Todd Cardin’s ‘Grampy, The Rhino and The Soda’ shows how creativity and entrepreneurship now go hand in hand.
For centuries, publishing was a fortress. A handful of agents and publishing houses decided which authors made it to bookstore shelves. For most writers, the odds were slim. But today, the walls are down. Thanks to digital platforms like Amazon Kindle Direct Publishing and print-on-demand, anyone with a story and determination can publish a book and share it with the world.
Todd Cardin is living proof.
A playwright, comedian, grandfather — and the owner of a very successful business — Cardin knows what it takes to create something from scratch and bring it to an audience. When he wrote Grampy, The Rhino and The Soda, a children’s book born from a funny family moment, he didn’t wait for a publishing house to give him permission. He self-published. Within weeks, the book was available on Amazon — reaching parents and grandparents across the country.
Cardin’s story highlights a much bigger shift in how storytelling works in 2025: the rise of the author-entrepreneur.

Speed Matters More Than Ever
Traditional publishing can take years. Manuscripts go through rounds of submissions, rejections, editing, and marketing cycles before hitting the shelves. By contrast, self-publishing platforms let authors go from draft to launch in a matter of months — or less.
For Cardin, that meant capturing the energy and humor of his idea before it lost momentum. Readers benefit too, because books tied to cultural moments, holidays, or fresh ideas can reach them while the excitement is still relevant.

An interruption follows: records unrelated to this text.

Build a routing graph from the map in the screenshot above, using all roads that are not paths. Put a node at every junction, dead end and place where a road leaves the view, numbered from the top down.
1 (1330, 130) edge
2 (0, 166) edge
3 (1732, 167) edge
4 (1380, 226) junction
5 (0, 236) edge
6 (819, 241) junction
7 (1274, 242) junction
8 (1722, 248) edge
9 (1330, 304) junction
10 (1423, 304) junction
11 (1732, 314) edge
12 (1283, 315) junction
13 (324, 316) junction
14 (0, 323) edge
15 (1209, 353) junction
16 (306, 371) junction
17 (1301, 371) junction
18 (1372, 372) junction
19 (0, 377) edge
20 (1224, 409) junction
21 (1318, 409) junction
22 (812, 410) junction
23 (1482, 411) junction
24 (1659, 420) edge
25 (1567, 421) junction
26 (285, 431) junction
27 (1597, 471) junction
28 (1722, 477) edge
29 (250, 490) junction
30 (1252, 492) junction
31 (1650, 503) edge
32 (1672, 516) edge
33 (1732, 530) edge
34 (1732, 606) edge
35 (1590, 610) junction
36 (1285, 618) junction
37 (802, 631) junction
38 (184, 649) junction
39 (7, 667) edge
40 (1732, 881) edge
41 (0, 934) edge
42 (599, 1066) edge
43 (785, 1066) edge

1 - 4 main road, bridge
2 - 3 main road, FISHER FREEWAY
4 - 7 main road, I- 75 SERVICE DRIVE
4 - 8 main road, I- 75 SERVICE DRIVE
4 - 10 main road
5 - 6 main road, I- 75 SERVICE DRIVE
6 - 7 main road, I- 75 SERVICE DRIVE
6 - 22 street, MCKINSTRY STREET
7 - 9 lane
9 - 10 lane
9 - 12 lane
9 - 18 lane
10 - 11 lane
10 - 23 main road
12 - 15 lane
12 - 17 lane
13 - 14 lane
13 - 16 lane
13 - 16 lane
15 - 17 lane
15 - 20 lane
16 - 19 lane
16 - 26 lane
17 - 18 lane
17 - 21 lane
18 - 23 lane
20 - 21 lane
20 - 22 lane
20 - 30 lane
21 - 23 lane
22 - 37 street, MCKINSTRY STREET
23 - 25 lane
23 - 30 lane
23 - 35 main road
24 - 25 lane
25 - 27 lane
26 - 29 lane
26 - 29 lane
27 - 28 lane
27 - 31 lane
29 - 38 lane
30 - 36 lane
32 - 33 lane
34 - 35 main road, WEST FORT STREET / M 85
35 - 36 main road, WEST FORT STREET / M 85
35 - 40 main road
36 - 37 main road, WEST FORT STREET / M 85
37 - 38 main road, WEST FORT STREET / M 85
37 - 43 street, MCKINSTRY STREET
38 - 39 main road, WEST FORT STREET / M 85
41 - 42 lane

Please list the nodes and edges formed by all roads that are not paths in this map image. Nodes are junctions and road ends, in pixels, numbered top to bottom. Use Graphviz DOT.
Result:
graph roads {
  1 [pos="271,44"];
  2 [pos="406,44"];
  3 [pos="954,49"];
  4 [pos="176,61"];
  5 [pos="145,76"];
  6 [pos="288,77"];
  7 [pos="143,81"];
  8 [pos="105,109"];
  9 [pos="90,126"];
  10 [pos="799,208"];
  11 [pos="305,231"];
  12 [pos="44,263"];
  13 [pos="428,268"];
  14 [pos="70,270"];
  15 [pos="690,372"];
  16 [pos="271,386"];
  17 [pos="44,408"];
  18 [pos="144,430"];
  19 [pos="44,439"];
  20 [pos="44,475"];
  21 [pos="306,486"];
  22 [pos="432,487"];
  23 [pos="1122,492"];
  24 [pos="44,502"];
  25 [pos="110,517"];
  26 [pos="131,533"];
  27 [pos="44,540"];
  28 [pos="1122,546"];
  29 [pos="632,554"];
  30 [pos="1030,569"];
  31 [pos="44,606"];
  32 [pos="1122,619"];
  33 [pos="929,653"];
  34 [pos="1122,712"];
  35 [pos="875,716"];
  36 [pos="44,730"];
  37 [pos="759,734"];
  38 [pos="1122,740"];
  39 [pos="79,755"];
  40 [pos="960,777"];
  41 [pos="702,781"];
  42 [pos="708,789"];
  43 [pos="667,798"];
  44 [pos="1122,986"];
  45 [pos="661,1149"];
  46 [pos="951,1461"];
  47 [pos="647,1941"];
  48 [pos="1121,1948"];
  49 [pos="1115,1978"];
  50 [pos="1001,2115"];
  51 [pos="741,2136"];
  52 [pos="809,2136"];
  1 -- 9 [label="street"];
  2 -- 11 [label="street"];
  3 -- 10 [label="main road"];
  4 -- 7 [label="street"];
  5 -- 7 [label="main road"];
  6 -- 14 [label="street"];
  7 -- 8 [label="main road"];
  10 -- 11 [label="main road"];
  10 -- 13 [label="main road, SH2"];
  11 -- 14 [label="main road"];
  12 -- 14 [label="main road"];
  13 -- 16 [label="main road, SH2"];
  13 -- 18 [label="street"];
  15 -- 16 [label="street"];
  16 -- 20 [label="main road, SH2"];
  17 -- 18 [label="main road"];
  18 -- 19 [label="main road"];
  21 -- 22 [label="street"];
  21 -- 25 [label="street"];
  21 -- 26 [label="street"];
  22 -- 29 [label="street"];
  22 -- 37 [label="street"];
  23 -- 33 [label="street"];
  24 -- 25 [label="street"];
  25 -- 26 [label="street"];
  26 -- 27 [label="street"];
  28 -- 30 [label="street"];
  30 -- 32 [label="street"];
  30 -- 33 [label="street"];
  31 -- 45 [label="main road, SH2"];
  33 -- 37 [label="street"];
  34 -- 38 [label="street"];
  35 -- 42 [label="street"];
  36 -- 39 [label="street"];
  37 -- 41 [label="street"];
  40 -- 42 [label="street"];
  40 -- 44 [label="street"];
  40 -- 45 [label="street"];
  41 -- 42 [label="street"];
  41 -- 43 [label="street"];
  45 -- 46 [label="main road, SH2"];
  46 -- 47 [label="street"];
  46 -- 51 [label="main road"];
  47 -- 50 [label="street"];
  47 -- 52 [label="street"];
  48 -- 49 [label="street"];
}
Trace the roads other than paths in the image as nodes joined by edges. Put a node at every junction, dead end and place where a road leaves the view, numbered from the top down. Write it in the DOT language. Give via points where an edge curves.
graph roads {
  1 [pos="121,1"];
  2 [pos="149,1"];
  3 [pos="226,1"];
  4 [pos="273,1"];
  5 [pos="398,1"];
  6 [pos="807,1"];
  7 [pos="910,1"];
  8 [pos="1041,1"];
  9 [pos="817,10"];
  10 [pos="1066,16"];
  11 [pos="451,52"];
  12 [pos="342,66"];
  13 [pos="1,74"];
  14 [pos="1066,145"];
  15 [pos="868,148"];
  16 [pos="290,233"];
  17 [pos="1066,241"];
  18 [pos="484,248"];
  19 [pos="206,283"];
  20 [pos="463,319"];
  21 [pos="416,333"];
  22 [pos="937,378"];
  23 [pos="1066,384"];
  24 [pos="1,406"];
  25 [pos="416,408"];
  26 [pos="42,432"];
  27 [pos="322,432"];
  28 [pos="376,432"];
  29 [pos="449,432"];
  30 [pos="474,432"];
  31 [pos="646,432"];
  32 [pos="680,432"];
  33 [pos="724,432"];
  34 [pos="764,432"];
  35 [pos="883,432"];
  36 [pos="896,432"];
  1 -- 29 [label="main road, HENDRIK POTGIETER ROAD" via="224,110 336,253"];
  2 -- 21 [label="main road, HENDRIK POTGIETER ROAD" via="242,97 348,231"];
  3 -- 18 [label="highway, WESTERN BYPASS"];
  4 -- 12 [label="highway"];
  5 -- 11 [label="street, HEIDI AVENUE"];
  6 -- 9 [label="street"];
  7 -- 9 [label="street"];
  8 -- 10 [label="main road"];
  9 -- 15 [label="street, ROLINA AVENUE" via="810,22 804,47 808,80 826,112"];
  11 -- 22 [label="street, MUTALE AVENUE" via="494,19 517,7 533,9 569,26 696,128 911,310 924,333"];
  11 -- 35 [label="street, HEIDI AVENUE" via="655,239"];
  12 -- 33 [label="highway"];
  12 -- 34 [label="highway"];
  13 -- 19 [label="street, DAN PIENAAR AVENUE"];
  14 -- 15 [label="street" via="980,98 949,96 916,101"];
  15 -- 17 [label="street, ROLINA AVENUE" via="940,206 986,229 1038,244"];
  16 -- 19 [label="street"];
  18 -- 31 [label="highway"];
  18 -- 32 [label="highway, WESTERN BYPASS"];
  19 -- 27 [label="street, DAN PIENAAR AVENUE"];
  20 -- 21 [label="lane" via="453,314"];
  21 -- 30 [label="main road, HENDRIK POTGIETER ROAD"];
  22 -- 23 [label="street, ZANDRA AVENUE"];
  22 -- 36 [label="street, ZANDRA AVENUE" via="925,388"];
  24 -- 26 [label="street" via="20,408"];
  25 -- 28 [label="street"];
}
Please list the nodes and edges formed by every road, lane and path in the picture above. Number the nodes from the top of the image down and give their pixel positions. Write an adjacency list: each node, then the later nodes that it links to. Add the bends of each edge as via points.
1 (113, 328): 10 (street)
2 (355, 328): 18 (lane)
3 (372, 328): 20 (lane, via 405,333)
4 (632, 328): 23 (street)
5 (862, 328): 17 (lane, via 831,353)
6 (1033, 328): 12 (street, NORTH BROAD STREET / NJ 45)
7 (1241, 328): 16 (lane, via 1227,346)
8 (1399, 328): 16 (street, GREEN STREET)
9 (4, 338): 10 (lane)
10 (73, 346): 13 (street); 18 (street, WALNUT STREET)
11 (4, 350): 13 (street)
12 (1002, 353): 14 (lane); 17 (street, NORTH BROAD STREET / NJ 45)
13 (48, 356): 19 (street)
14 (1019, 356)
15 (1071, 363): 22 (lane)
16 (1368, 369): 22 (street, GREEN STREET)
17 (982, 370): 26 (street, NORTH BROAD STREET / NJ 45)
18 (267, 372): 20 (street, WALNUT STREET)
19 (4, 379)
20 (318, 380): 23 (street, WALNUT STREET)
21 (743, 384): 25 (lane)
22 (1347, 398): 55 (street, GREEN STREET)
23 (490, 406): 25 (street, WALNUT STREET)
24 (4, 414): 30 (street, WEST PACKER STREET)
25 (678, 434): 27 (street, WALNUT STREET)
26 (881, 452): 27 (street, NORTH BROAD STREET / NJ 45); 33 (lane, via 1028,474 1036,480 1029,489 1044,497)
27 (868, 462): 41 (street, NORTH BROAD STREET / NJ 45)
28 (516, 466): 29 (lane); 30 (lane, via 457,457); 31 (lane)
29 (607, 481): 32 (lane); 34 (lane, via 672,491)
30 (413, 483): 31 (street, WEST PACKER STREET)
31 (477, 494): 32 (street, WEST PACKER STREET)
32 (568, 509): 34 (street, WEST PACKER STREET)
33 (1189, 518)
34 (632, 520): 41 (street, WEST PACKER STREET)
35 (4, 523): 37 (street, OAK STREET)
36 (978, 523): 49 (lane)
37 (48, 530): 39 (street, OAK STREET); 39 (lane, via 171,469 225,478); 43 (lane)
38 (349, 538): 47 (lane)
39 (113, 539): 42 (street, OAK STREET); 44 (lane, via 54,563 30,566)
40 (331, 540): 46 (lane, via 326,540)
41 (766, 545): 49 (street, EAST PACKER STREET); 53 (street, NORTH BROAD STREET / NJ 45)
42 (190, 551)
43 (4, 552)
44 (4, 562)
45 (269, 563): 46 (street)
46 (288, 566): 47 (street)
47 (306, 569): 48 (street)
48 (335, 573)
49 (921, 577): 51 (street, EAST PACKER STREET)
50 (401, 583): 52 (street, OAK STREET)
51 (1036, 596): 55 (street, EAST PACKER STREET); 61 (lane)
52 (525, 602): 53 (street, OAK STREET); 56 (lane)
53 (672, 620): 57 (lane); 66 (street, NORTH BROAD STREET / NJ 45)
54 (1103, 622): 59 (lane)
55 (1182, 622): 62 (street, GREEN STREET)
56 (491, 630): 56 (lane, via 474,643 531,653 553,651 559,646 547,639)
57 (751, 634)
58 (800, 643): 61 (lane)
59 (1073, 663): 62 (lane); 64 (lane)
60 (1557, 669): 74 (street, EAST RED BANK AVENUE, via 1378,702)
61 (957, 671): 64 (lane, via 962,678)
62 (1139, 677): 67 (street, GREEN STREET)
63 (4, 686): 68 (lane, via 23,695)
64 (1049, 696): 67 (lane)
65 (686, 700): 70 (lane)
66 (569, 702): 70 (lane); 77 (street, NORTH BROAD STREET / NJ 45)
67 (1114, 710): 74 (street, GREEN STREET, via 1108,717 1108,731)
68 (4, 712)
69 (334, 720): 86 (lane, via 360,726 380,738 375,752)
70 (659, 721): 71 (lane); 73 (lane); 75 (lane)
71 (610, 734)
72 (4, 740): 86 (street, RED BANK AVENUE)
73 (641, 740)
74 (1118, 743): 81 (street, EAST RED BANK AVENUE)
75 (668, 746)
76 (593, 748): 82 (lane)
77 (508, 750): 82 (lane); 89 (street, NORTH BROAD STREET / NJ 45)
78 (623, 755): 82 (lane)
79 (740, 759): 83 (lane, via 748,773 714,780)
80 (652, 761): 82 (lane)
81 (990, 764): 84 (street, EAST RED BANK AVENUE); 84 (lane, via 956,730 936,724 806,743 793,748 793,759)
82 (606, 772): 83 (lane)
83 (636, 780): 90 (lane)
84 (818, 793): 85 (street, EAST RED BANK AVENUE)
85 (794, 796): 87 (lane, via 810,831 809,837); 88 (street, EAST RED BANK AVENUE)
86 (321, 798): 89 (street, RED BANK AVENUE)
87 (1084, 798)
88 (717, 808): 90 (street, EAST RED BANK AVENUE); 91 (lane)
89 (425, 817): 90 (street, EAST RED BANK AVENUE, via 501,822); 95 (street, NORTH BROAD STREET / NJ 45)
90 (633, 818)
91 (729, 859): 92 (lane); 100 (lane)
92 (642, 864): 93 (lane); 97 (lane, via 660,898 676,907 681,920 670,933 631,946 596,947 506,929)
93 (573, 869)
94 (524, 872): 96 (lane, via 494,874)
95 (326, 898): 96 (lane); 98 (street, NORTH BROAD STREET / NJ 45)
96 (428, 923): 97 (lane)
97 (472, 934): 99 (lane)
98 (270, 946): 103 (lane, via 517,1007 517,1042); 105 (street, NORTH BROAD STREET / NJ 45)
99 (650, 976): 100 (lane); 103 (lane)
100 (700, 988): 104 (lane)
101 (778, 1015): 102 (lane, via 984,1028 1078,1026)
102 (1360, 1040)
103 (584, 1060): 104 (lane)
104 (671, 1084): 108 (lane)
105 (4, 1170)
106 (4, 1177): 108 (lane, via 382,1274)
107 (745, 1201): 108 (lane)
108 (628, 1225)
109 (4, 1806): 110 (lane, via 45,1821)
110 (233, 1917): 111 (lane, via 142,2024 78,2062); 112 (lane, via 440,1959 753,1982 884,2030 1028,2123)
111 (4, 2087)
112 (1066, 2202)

Niche Stories Have a Place
A story about a rhino with a taste for soda might not sound like a mass-market hit. But that’s the beauty of self-publishing: authors don’t need to appeal to everyone. They just need to connect deeply with someone.
Parents looking for silly, engaging bedtime stories have embraced Cardin’s book. And in the self-publishing era, a small, passionate audience is enough to make a project worthwhile.

Authors Wear Two Hats
Here’s the big change: publishing a book today isn’t just about writing. It’s also about marketing, building community, and paying attention to data.
As a business owner, Cardin was already used to analyzing numbers, testing strategies, and pivoting quickly. Those same skills applied directly to publishing. He had to think like a marketer — running Facebook ads, connecting with parent influencers, and using SEO to make sure people searching for “funny children’s books” could find his work. With Amazon’s dashboard, he could see what worked and what didn’t, adjusting on the fly.
This mix of creativity and entrepreneurship is the new normal.
The Future Is in the Author’s Hands
Self-publishing isn’t just a shortcut; it’s a revolution. It gives control back to creators, lowers the barrier to entry, and ensures that stories which might have been overlooked in the past can find their readers.
As Cardin puts it: “The magic isn’t just in the story — it’s in realizing you don’t have to wait for someone else to give you permission to be an author.”
In other words, storytelling is no longer limited to the few who get picked. It belongs to anyone brave enough to share their voice.